I have used a variety and on the lower end, it starts to depend more on the cable for a good signal. I used one that would only work with Cat-5, not Cat-5e or Cat-6 cable which ended up being a real pain when we bought a spool of the wrong cable. Since Ethernet cables are usually run in conduit, they don't worry about sheilding, so you need to be aware of that (you probably won't have it in your budget to purchase shielded cable). Overall, I have had great success with them and they have made my life easier on many occassion.


----------



## echellis (Oct 6, 2010)

ruinexplorer said:


> I have used a variety and on the lower end, it starts to depend more on the cable for a good signal.
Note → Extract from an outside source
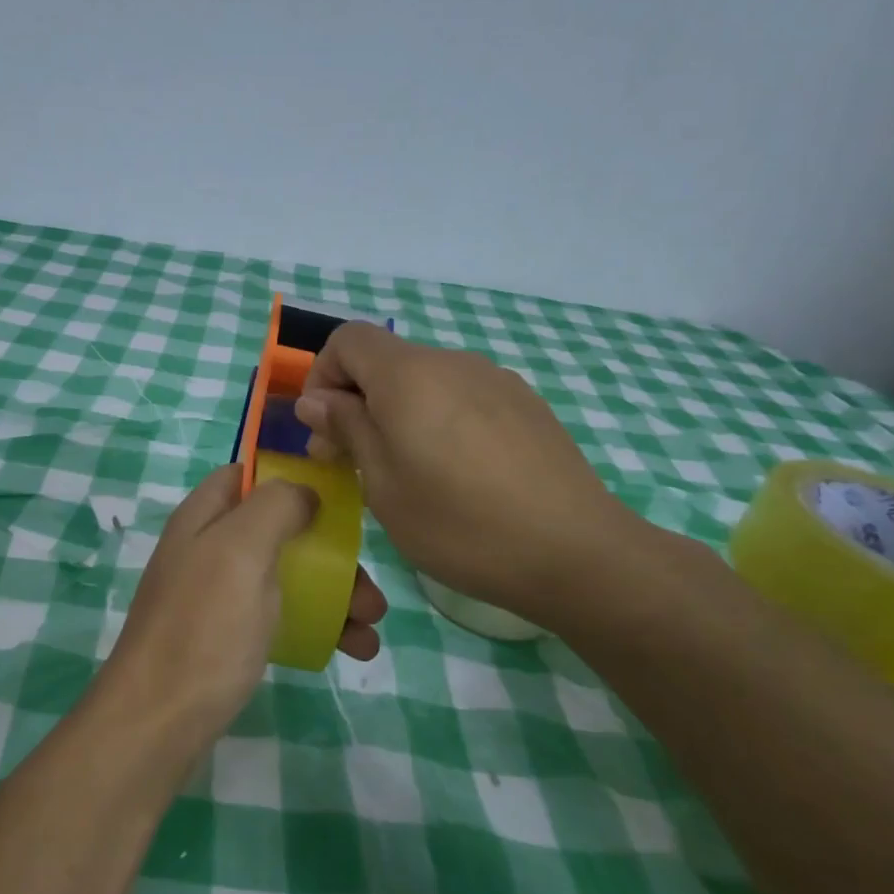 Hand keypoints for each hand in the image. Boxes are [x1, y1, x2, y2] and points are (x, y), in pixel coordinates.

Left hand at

I used one that would only work with Cat-5, not Cat-5e or Cat-6 cable which ended up being a real pain when we bought a spool of the wrong cable. Since Ethernet cables are usually run in conduit, they don't worry about sheilding, so you need to be aware of that (you probably won't have it in your budget to purchase shielded cable). Overall, I have had great success with them and they have made my life easier on many occassion.


 
I think I am just going to get a pair and try it. I have a box of cat6 cable that I can run it over. So hopefully it will work a little better over that then CAT5e


----------



## museav (Oct 10, 2010)

Just like anything, there is a wide range of products, prices and performance. I personally use 'balun' to refer only to passive, transformer based products and 'interface' for powered or more advanced products. One of the biggest factors in performance is what signal you are running. You may be able to run simple composite video long distances with little problem while running higher resolution VGA/RGBHV or digital signals such as SDI, DVI or HDMI typically have greater much greater distance limitations and other considerations.
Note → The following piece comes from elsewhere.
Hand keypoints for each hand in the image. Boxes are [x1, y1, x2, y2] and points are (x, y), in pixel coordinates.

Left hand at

Most microphone and other cables are also run in conduit yet there are still good reasons in some cases to use shielded cables. Part of it is electrical versus magnetic interference and part of it is that you can still have a number of radiating cables within a single conduit.

For many video applications, CAT5 may work as well or better than CAT5e or CAT6. It is a factor of the twist rate of the pairs. The tighter twist rates of CAT6 mean better rejection of noise but because the twist rates also vary for each pair this also results in greater differences in length between individual pairs, which causes what is referred to as skew for signals that use more than one pair. So CAT6 may allow longer runs due to improved resistance to noise but for those long runs with many signal types it may then also require interfaces with skew compensation.


----------



## ssss2art (Oct 21, 2010)

If you are sending VGA signals do yourself a favor and by a pair of extron vga cat 5 extenders(vtt001/vtr001) or intelix( vga-hr or vga-uhr) they have fantastic picture quality. Most of the cheaper units end up with a washed out picture.


----------



## cpf (Oct 21, 2010)

My new facility uses Magenta Multiview (UTP Distribution Category- Analog) for all video distribution, pricier than any DIY solution but a bit of setup will get you (near) crystal clear picture quality at 100m+ runs over basic CAT5e cable.


----------